Run by four entrepreneurial friends just down the road from the famous Abbaye de St-Michel de Cuxa, this hip bistro serves fine locally sourced fare in large portions, like pork tenderloin in corriollette (fairy-ring mushroom) sauce. Like the food, the setting is stylish: its sleek glass-walled building and steel-framed terrace were constructed by the village specifically to house this Bistrot de Pays (a government-subsidized network of village restaurants promoting commerce in rural areas).
The post-nouvelle haven for what is arguably Toulouse's finest dining departs radically from the traditional stick-to-your-ribs cuisine of southwest France, instead favoring Mediterranean formulas suited to the rhythms and reasons of modern living.
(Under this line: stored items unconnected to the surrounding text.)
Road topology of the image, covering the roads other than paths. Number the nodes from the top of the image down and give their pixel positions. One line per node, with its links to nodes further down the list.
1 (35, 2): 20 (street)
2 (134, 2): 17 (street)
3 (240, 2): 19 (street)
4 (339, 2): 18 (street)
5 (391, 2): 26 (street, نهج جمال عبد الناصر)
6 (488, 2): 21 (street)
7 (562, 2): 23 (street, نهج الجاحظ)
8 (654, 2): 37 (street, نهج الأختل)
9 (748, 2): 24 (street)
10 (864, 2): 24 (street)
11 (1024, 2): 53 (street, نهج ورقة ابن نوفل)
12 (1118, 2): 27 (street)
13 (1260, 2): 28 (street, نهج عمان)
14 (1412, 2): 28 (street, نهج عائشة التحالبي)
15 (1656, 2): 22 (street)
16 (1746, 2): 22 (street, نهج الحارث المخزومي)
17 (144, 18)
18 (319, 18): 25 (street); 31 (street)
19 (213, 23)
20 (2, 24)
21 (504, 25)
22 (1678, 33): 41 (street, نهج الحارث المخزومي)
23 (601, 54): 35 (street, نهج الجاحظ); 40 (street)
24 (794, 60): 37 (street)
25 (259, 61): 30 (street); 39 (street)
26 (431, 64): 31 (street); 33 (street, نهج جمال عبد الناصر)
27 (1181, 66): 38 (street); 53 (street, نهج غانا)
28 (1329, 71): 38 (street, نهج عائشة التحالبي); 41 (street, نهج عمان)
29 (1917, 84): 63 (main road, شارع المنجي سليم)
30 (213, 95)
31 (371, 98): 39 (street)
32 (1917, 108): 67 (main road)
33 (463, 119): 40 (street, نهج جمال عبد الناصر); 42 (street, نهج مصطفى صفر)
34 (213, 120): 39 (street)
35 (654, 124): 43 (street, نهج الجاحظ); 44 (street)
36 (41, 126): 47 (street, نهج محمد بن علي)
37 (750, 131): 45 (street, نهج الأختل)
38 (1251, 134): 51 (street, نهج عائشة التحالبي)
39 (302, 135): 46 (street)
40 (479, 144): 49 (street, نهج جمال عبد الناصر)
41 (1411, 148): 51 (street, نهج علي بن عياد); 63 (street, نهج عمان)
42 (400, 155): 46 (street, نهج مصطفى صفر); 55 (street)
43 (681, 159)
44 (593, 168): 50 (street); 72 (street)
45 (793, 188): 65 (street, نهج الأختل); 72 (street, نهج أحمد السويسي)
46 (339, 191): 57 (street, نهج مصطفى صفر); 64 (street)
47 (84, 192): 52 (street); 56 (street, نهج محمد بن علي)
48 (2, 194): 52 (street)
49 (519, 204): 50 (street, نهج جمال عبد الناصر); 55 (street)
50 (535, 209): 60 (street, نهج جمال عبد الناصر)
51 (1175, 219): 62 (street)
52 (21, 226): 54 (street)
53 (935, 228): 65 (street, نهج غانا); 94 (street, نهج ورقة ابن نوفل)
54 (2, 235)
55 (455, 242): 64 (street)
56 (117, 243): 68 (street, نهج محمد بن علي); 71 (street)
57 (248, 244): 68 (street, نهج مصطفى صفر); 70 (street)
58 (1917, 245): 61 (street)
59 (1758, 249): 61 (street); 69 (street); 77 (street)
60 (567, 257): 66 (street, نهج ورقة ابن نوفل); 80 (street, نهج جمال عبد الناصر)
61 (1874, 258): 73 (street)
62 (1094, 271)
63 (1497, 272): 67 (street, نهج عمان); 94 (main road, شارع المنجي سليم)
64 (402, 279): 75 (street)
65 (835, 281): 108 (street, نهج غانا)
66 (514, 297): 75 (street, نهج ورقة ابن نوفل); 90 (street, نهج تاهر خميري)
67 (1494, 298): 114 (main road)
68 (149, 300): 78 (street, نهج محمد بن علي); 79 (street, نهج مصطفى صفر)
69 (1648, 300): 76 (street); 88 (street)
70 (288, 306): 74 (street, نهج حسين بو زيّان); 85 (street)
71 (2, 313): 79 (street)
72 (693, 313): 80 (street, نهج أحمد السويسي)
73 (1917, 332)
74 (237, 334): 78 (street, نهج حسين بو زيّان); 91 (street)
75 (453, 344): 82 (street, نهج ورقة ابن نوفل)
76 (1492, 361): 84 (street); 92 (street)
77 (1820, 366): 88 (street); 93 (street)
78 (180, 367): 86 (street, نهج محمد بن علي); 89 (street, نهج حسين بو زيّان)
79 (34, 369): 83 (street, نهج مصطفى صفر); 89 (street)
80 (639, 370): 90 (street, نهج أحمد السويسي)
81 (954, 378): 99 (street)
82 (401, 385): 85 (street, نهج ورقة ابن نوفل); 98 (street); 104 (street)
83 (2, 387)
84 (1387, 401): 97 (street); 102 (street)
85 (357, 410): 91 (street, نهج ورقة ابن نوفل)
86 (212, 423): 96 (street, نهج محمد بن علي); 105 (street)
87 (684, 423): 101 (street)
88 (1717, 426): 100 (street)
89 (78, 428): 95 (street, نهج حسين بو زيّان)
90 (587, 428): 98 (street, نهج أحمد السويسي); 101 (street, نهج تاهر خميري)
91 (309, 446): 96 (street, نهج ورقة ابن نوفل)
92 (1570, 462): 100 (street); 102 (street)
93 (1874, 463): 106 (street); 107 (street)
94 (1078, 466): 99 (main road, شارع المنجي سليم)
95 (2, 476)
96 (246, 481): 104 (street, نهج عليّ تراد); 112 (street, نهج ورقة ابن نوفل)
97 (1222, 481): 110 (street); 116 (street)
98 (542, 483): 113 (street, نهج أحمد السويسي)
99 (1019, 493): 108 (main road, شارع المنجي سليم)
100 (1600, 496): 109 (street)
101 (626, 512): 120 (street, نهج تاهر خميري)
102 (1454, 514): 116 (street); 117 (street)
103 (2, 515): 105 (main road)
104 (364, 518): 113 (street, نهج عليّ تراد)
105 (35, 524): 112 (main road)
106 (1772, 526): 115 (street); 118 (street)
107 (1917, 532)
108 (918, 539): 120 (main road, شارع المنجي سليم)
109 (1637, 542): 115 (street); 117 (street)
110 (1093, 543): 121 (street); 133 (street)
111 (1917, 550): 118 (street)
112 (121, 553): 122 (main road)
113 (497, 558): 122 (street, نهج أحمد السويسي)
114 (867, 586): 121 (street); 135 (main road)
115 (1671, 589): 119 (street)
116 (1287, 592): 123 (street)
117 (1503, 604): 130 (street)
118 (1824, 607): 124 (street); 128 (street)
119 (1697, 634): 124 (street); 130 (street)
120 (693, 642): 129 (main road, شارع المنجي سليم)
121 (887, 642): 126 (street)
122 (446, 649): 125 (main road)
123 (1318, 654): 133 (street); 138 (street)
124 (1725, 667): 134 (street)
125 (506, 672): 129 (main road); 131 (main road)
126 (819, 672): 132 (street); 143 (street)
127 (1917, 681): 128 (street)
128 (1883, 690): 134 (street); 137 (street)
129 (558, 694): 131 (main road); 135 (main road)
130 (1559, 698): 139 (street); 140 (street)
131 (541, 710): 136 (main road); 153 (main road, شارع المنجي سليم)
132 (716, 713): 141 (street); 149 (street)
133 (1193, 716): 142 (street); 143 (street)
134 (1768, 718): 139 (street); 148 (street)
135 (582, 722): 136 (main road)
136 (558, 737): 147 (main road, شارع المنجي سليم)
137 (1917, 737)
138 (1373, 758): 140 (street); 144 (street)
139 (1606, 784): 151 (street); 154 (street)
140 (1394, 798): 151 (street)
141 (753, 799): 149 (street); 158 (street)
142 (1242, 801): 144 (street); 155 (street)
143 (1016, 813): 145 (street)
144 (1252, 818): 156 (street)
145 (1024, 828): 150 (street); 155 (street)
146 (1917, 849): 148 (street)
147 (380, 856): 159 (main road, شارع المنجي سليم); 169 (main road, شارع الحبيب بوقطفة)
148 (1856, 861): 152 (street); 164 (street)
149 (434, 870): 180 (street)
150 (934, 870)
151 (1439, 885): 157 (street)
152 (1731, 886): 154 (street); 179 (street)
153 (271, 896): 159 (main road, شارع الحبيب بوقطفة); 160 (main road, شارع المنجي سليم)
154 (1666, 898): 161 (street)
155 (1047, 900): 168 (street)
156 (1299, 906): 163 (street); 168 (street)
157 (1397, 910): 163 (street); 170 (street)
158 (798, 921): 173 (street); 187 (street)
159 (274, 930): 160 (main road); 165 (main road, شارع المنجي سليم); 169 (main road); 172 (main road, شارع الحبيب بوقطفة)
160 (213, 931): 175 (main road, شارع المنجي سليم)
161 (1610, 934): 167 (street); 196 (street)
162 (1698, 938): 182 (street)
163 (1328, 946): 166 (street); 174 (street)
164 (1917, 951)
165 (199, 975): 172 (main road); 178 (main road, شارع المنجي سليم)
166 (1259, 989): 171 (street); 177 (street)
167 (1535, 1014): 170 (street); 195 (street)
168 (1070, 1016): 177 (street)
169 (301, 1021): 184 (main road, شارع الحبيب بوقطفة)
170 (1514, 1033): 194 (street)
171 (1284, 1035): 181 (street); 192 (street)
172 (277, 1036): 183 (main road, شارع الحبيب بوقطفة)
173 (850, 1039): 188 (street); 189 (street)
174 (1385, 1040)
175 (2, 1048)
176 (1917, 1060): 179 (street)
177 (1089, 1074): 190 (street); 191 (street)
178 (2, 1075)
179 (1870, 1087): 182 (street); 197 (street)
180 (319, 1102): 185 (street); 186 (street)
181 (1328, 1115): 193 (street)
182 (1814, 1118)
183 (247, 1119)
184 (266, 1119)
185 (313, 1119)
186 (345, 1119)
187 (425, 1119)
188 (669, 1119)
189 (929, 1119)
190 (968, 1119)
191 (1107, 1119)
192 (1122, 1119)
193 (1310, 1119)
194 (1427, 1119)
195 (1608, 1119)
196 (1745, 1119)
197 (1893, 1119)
Delicacies like foie gras soup with Belon oysters or wild salmon in green curry sauce prove that chef Michel Sarran's two Michelin stars are well deserved. Don't count on a Saturday-night fête here; the restaurant is closed weekends—the obvious mark of a sought-after chef who is free to choose his own hours.
Just outside the upper city walls, this all-white urbanesque restaurant and wine bar, run by three food-and-design-savvy sisters, offers a reality check after the touristic, turreted streets of La Cité. The blackboard menu highlights experimental touches to classic dishes (like sautéed foie gras in a Thai broth) and helps attract a sophisticated, well-traveled clientele. If returning to the crowds leaves you feeling claustrophobic, consider one of the five loft-style guest rooms in the upstairs inn. Also ask about sister Delphine's B&B not far away.
Dine under a medieval vaulted ceiling or in a shaded courtyard at Cellier Morel, arguably the finest restaurant in Montpellier's historic center. Regional specialties are served in haute-cuisine fashion starting with an amuse-bouche and ending with a house-made douceur (sweet).
Expect to eat well at this pub-restaurant hidden on a backstreet near Place de la Comèdie. The restaurant side is a fashionable steak house á la francaise, where cuts of duck and beef are grilled over a wood fire and artfully served. It's owned by Montpellier rugby star François Trinh-Duc, and smartly dressed locals gather on the pub side to watch matches and socialize into the night.
At the foot of the famous Cathar castle of Lastors, this Michelin-starred treat comes as something of a surprise. Headed by the talented Jean-Marc Boyer, the restaurant serves inventive and artistic meals based on local ingredients.